* WHAT TO PRODUCE:
Find and copy each line of the listing below that has the word "八坂鳥取停車場線" in it.

··· INPUT FOR THIS TASK ···

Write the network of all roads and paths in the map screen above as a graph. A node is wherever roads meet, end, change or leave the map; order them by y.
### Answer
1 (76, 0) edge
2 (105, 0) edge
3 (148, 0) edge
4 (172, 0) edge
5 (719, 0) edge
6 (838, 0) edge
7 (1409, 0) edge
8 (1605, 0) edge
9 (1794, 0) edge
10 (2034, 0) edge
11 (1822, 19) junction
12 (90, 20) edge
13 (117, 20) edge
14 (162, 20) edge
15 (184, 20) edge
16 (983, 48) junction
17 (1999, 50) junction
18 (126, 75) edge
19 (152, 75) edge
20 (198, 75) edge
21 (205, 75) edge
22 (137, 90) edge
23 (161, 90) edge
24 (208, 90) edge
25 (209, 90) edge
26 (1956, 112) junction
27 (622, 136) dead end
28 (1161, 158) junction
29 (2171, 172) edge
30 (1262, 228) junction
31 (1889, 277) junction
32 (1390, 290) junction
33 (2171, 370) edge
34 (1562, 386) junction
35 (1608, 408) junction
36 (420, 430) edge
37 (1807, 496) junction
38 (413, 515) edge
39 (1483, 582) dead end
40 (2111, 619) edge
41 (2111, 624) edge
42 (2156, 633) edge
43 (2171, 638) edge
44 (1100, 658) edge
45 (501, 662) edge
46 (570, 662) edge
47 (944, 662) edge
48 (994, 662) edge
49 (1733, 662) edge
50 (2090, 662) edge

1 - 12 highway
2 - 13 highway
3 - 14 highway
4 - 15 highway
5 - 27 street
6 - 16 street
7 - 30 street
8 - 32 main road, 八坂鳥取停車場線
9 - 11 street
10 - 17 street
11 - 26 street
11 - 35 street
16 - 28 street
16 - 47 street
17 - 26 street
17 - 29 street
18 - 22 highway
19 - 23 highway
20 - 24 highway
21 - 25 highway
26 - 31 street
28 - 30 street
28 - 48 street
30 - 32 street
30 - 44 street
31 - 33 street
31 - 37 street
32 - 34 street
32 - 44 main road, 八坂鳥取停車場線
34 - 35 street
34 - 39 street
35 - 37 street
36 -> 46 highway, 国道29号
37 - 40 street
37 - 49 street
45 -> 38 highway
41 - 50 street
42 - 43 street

···

* FINISHED TASK:
8 - 32 main road, 八坂鳥取停車場線
32 - 44 main road, 八坂鳥取停車場線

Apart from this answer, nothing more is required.